Copyright Protection[]

The copyright portion of the directive, Chapter II, applies only to the structure or schema of a database, without prejudice to any existing protection under copyright for the database contents.[11] It seeks to harmonize the scope of copyright protection for databases throughout the European Union. It does so in two major respects: First, it sets a uniform standard of originality. Second, it establishes a uniform list of “restricted acts” (i.e., exclusive rights) and exceptions to restricted acts.

Prior to the directive, copyright protection for databases in the member states could be divided into two general groups. In the U.K., Ireland and the Netherlands, the threshold for protection was quite low. In particular, Anglo-Irish common law incorporated a “sweat of the brow” doctrine that developed from the same line of 18th and 19th Century English cases that were cited in early U.S. compilation cases.[12] In the remaining European countries, however, copyright imposed a fairly high threshold of originality to qualify for protection.[13] This is in keeping with the “author’s right” approach that prevails throughout most of Continental Europe, which defines originality as an expression of the author’s individual personality.[14]
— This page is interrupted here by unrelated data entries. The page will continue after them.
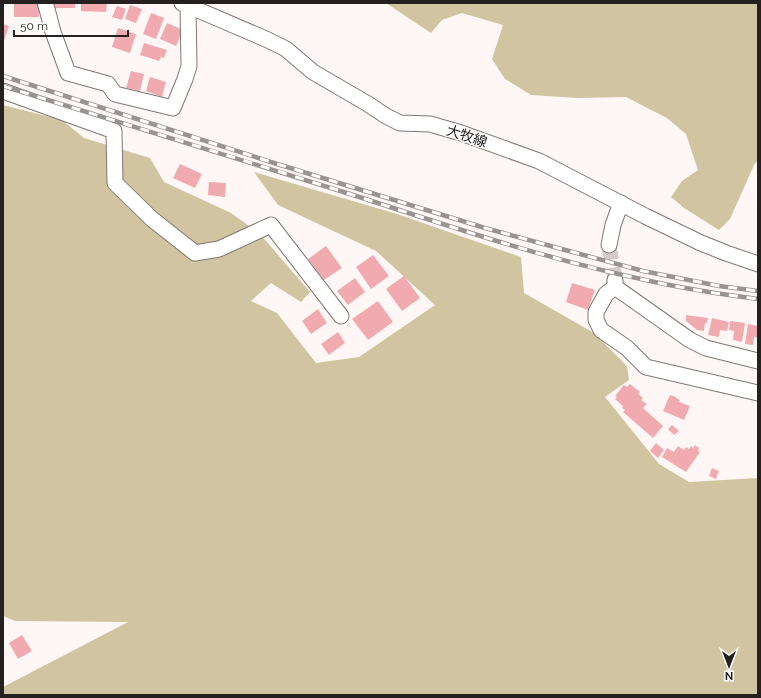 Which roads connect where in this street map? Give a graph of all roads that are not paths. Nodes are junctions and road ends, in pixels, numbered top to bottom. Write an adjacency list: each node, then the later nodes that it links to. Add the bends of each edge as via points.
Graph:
1 (45, 3): 2 (street, via 68,73 108,84 115,94 173,108 189,66)
2 (185, 5): 4 (street, 大牧線, via 286,49 313,72 393,120 400,123 430,124 539,161)
3 (3, 92): 7 (street, via 114,131 115,183 152,219 196,253 219,249 271,225)
4 (621, 203): 5 (street); 6 (street, 大牧線, via 701,243)
5 (609, 245)
6 (758, 264)
7 (341, 316)
8 (758, 360): 9 (street, via 706,348 690,340 615,284 596,312 596,320 601,330 627,348 646,367)
9 (758, 393)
The standard established by the directive requires the database to, “by reason of the selection or arrangement of [its] contents, constitute the author’s own intellectual creation."[15] This language was incorporated verbatim from the EU’s 1991 directive on the protection of computer programs.[16] It was originally adopted to override the very high standard of originality mandated by the German Supreme Court in the “Inkasso Programm” case and other decisions.[17] At the same time, by requiring an “intellectual creation,” the Database Directive imposes a higher standard of originality than that required under current law in the U.K., Ireland and the Netherlands. The directive thus charts a middle course on the level of originality required. Although the directive’s standard of originality has not been tested in practice, the formulation appears to be quite similar to the criteria for protection under U.S. law, as set out in the definition of “compilation” in the [[1976 Copyright Act|U.S. Copyright Act and interpreted by the Supreme Court in Feist.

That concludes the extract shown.